When it comes to high-speed Internet, most people take for granted that their flat monthly fee will provide all the bandwidth needed for endless downloading.

Time Warner Cable (TWC), on the other hand, doesn't quite see things that way. Just as Best Buy labeled its bargain-minded customers as "Devil Customers," TWC has its own subset of customers that take the "all you can eat" approach to Internet access.

In order to discourage bandwidth gorging, TWC will trial a new billing system patterned after regular household utilities that we all have become familiar with. Like gas, water and electric bills, TWC will charge customers based on their usage instead of a flat fee.

The move should help TWC weed out the five percent of its customers which it says horde over fifty percent of total network bandwidth.

TWC warns that the network congestions problems will only get worse as more media content is made available online. People today are taking advantage of their high-speed Internet connections to download movies and television shows -- and we can't forget users who often frequent P2P and torrent sites to share/download content.

"Largely, people won't notice the difference," said a spokesman for TWC. "We don't want customers to feel they're getting less for more."

TWC will first roll out a trial of the new billing system in Beaumont, Texas later this year.
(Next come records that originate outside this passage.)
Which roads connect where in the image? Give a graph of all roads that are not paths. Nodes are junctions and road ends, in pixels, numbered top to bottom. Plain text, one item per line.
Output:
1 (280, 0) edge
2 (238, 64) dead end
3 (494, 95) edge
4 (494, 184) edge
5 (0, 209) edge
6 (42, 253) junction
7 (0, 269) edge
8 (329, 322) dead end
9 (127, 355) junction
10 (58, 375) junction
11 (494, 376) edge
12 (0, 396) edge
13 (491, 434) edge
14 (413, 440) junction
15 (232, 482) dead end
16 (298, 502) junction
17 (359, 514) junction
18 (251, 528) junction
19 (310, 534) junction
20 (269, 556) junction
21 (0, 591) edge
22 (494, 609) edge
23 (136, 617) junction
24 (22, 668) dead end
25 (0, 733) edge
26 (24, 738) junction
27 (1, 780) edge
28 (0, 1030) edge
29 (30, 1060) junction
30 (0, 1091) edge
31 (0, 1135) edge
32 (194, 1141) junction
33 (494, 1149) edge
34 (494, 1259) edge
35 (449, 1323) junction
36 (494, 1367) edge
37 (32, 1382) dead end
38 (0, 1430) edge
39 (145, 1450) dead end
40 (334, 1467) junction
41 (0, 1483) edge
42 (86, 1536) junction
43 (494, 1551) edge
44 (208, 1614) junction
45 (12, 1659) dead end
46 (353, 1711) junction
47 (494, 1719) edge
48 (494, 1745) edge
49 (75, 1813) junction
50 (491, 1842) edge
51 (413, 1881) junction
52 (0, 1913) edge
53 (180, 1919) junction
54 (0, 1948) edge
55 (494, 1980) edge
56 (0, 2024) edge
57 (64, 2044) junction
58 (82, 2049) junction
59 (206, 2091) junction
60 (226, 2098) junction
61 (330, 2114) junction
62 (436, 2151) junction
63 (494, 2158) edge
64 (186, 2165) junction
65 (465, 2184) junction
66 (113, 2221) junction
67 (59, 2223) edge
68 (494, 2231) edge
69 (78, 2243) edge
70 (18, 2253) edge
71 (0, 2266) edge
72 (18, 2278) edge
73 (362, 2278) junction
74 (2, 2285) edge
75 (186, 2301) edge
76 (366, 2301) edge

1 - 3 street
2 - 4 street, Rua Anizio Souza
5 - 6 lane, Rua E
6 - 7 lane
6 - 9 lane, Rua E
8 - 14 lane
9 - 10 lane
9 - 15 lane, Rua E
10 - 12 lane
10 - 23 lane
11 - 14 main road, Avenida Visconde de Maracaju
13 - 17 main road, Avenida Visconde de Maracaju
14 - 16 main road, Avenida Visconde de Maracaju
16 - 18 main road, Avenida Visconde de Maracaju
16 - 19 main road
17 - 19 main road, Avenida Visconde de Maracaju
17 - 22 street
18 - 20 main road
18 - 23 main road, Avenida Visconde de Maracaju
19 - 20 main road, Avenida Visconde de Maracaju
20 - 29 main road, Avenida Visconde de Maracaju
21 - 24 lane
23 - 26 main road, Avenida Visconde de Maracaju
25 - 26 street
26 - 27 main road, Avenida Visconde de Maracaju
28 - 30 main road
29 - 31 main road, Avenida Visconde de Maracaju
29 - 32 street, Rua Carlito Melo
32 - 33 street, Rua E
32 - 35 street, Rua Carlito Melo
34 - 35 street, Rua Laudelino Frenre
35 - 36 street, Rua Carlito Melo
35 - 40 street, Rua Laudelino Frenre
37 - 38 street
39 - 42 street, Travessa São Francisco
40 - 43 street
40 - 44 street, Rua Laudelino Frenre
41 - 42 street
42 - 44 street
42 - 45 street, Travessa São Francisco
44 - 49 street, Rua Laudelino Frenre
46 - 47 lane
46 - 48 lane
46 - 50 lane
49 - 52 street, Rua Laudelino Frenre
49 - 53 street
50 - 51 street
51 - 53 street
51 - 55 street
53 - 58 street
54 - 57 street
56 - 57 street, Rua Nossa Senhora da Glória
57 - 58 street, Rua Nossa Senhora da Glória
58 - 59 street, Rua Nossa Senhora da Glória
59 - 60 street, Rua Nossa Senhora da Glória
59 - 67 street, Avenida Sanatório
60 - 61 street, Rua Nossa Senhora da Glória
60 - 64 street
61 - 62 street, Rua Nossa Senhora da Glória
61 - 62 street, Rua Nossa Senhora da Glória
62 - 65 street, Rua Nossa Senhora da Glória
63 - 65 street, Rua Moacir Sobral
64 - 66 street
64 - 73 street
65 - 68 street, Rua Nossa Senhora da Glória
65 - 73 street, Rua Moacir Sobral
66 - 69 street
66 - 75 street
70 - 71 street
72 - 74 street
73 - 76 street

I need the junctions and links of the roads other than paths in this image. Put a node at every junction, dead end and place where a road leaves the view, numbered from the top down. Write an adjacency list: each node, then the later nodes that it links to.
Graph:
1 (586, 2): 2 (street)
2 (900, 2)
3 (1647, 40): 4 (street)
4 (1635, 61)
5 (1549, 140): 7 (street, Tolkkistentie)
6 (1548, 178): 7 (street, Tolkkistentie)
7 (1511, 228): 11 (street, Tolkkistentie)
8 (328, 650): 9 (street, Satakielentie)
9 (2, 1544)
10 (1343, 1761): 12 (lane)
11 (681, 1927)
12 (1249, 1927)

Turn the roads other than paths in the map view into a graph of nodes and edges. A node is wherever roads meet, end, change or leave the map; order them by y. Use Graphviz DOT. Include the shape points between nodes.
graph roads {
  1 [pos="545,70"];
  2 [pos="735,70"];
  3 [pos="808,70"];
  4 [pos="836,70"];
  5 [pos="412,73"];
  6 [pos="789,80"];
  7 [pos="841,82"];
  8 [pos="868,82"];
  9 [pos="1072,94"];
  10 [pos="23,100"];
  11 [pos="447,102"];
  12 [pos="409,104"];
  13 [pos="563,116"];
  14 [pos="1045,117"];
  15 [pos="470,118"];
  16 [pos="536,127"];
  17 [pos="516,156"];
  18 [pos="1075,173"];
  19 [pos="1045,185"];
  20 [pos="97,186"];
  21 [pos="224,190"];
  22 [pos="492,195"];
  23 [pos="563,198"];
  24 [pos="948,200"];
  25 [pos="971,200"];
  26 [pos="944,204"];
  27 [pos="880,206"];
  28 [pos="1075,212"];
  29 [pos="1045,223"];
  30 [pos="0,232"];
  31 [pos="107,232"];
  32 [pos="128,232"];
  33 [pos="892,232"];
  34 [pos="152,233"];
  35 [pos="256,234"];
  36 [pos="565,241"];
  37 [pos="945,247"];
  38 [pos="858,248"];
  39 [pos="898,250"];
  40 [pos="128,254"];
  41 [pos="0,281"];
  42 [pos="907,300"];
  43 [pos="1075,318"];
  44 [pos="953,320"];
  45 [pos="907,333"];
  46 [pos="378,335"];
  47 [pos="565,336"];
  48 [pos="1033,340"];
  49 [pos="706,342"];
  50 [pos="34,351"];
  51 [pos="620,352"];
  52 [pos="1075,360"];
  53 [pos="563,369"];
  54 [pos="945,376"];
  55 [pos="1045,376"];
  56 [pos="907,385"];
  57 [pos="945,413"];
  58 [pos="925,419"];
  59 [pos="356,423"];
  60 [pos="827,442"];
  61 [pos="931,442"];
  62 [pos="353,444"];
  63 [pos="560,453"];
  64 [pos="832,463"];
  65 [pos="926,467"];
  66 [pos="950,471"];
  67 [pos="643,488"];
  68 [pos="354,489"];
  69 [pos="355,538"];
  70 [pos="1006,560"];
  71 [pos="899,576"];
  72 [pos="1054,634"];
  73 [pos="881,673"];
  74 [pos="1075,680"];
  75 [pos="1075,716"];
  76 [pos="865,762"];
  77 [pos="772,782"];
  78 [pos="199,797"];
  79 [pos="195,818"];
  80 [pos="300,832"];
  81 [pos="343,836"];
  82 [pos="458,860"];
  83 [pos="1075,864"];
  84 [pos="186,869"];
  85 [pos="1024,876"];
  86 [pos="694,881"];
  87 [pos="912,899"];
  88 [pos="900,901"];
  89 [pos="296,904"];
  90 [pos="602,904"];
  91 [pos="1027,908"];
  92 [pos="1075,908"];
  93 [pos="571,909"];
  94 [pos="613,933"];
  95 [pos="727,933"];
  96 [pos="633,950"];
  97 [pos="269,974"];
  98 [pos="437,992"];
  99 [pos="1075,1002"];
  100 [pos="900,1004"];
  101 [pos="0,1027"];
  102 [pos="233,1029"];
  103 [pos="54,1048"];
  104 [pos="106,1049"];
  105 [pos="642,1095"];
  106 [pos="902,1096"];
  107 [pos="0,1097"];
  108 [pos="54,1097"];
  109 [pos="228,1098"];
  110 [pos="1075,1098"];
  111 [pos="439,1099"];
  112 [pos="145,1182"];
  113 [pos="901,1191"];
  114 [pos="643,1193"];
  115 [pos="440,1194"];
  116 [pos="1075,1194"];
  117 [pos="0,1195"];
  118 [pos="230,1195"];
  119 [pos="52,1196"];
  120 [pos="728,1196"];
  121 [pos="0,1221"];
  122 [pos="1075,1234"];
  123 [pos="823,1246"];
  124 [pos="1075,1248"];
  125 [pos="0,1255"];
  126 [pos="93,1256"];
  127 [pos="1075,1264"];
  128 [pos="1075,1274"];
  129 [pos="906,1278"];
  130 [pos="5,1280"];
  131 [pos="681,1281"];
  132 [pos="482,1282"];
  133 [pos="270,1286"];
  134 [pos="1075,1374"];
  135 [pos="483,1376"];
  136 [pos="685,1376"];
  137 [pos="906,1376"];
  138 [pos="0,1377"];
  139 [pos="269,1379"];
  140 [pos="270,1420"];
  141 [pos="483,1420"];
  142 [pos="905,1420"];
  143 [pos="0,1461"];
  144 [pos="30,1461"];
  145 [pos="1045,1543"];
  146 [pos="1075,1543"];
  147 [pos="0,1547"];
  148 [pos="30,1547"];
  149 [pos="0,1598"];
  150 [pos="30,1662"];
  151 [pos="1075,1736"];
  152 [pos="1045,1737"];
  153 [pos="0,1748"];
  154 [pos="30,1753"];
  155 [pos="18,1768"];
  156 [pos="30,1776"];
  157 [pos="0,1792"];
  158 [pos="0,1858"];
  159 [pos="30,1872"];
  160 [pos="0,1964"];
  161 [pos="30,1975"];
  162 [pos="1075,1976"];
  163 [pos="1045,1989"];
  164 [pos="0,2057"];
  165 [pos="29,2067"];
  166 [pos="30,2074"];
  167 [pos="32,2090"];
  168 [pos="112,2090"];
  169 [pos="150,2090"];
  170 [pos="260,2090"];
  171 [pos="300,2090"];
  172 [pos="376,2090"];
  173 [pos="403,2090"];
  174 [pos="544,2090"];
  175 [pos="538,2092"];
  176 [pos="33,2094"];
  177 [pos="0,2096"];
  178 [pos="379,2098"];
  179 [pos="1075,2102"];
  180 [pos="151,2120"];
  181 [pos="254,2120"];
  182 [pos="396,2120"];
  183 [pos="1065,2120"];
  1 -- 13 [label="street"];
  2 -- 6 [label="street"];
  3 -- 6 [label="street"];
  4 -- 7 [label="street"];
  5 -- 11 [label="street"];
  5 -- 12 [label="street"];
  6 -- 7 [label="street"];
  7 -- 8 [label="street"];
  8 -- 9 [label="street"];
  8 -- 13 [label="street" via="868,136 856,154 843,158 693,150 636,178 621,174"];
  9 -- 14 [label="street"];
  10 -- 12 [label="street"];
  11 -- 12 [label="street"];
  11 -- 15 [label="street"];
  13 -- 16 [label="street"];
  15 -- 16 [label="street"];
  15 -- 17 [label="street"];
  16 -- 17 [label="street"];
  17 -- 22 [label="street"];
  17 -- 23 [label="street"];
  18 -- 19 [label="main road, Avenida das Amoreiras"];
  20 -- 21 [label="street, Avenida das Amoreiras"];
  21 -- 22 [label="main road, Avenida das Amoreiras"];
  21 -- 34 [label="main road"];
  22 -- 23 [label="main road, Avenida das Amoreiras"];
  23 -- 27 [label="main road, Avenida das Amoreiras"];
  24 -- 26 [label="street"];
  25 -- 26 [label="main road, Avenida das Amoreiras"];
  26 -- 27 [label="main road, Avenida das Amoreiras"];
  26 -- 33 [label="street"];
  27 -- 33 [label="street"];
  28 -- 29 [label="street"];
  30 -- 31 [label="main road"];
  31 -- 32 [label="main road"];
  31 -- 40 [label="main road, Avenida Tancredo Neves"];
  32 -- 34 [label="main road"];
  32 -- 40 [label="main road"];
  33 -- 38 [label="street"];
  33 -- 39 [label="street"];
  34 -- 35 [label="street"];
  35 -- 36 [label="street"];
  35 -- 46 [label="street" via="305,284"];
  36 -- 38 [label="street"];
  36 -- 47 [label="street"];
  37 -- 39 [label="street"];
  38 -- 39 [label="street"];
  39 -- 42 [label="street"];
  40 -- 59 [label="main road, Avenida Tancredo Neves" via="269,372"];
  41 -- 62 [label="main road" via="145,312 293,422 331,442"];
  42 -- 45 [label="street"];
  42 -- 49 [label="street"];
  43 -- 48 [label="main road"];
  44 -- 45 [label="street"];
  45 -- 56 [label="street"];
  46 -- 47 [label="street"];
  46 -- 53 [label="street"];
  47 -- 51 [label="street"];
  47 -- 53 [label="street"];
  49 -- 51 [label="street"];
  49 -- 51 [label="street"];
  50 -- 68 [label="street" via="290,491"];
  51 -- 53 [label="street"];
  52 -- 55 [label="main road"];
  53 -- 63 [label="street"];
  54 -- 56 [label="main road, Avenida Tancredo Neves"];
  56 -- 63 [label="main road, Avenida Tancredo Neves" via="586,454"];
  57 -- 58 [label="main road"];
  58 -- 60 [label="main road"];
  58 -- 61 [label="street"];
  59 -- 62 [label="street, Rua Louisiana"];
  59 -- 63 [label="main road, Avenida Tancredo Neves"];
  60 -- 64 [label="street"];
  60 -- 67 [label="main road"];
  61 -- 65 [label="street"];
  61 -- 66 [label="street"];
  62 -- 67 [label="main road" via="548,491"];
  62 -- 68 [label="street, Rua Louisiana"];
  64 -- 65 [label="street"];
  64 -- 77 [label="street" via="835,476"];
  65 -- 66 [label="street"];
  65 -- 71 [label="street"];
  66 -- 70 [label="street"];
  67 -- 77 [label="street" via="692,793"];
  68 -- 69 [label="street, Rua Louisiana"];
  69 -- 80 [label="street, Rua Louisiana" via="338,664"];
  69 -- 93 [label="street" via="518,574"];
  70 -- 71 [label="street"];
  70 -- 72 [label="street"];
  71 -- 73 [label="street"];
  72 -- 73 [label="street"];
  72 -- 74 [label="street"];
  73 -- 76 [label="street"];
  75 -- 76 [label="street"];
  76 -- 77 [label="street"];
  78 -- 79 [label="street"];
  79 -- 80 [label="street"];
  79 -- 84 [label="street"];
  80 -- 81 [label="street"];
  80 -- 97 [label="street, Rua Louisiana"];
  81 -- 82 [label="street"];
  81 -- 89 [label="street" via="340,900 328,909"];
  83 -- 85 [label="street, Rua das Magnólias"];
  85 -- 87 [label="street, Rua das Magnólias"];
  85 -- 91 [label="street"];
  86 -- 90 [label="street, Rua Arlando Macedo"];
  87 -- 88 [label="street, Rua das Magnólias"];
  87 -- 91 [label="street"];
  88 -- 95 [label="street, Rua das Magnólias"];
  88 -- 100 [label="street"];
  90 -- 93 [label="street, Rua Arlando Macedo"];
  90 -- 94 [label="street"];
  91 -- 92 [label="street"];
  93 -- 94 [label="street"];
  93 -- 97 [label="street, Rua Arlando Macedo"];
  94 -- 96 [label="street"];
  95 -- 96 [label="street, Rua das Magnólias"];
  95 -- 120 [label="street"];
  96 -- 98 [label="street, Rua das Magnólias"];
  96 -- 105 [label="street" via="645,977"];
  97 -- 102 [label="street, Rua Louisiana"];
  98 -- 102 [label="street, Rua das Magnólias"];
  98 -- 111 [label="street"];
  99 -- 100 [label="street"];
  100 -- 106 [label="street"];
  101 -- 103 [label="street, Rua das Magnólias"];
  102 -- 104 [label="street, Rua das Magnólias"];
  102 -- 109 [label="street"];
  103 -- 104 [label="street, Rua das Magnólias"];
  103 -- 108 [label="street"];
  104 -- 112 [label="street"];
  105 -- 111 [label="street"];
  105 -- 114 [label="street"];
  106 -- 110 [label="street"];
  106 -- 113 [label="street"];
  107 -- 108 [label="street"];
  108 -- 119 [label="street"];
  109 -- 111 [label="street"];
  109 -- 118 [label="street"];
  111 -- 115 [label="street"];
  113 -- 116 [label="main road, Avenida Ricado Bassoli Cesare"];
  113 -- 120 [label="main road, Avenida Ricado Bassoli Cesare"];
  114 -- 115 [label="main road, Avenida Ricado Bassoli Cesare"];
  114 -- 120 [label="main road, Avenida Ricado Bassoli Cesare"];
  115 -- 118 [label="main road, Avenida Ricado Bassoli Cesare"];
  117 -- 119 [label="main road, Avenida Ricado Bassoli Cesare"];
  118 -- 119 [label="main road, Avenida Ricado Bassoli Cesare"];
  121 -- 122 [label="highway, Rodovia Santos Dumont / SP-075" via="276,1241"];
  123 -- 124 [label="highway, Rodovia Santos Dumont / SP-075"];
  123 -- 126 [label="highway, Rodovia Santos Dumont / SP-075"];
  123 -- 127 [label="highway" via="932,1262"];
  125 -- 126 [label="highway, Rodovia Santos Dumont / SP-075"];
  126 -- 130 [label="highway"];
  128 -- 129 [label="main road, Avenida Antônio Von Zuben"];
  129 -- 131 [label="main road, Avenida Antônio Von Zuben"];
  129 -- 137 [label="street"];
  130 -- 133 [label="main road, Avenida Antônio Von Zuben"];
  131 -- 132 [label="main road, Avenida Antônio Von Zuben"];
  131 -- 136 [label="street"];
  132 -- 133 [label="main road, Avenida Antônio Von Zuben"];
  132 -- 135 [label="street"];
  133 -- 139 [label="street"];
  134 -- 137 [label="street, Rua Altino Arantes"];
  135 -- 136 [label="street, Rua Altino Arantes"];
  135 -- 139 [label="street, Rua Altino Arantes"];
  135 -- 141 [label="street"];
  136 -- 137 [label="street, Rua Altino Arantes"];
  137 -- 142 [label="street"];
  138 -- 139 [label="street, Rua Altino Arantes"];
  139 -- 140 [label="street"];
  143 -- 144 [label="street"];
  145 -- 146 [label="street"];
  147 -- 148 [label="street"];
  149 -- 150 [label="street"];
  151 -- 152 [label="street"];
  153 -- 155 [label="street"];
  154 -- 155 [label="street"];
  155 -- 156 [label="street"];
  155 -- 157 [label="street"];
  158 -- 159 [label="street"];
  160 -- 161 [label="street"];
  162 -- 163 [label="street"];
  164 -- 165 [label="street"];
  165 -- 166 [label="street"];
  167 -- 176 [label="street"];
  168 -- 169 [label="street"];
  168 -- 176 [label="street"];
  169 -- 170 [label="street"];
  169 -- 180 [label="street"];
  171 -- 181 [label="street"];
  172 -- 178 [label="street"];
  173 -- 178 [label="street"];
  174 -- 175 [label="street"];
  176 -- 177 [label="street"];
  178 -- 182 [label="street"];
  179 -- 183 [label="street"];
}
If the tests are successful, TWC may apply the new billing scheme to all of its 7.4 million residential subscribers around the country.

Time Warner Cable isn't the first company that has attempted to curtail a small minority of its customers from hogging network bandwidth using P2P services like BitTorrent. Comcast chose the unsavory route of throttling bandwidth for greedy customers using P2P software. Unfortunately, Comcast's actions also hampered legitimate users of software like Lotus Notes.

Comcast's actions resulted in class-action lawsuit from customers and an official investigation by the FCC.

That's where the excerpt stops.